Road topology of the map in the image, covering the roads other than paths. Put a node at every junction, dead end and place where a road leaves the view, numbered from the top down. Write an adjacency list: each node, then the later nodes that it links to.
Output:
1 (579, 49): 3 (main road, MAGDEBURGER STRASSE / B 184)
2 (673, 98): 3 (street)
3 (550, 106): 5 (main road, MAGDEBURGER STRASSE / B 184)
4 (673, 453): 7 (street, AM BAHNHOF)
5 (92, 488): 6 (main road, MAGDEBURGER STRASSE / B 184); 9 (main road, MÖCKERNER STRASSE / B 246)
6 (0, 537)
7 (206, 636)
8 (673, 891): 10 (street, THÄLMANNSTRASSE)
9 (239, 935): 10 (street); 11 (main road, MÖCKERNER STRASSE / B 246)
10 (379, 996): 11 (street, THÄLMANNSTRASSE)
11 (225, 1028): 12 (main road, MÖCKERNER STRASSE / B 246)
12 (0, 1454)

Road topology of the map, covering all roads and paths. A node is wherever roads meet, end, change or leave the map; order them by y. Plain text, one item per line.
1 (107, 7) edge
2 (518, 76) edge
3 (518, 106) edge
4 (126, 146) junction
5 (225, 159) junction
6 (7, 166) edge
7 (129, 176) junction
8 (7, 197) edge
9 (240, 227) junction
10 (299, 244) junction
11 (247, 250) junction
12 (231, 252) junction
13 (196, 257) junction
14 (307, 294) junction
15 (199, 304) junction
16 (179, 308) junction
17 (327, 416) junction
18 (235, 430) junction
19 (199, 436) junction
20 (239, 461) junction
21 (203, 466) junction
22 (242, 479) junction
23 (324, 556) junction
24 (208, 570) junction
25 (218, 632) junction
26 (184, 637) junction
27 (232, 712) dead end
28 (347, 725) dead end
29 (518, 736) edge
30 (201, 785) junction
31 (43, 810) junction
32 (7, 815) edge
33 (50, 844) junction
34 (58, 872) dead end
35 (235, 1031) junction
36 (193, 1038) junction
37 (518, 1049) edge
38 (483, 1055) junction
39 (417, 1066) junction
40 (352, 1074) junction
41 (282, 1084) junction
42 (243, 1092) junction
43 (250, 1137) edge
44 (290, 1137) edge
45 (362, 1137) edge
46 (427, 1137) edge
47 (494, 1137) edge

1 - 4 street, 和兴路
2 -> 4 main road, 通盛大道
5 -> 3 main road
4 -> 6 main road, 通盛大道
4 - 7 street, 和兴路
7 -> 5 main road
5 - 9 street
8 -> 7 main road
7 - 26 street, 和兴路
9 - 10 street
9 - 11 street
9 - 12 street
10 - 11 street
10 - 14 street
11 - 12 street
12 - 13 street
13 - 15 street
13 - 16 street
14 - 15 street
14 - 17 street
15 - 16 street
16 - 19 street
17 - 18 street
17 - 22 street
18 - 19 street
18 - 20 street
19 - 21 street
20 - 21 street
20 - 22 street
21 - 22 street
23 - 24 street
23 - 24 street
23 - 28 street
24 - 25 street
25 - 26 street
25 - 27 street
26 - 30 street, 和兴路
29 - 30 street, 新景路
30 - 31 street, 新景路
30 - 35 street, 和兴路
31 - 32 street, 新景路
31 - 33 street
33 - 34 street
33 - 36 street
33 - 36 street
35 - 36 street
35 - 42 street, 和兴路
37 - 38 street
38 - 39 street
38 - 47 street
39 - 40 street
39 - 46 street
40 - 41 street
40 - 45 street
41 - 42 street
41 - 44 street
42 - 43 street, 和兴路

• • • • •

What is expected: Note every line of the entries in which "main" appears, and copy it down.

Output for this exercise:
1 (579, 49): 3 (main road, MAGDEBURGER STRASSE / B 184)
3 (550, 106): 5 (main road, MAGDEBURGER STRASSE / B 184)
5 (92, 488): 6 (main road, MAGDEBURGER STRASSE / B 184); 9 (main road, MÖCKERNER STRASSE / B 246)
9 (239, 935): 10 (street); 11 (main road, MÖCKERNER STRASSE / B 246)
11 (225, 1028): 12 (main road, MÖCKERNER STRASSE / B 246)
2 -> 4 main road, 通盛大道
5 -> 3 main road
4 -> 6 main road, 通盛大道
7 -> 5 main road
8 -> 7 main road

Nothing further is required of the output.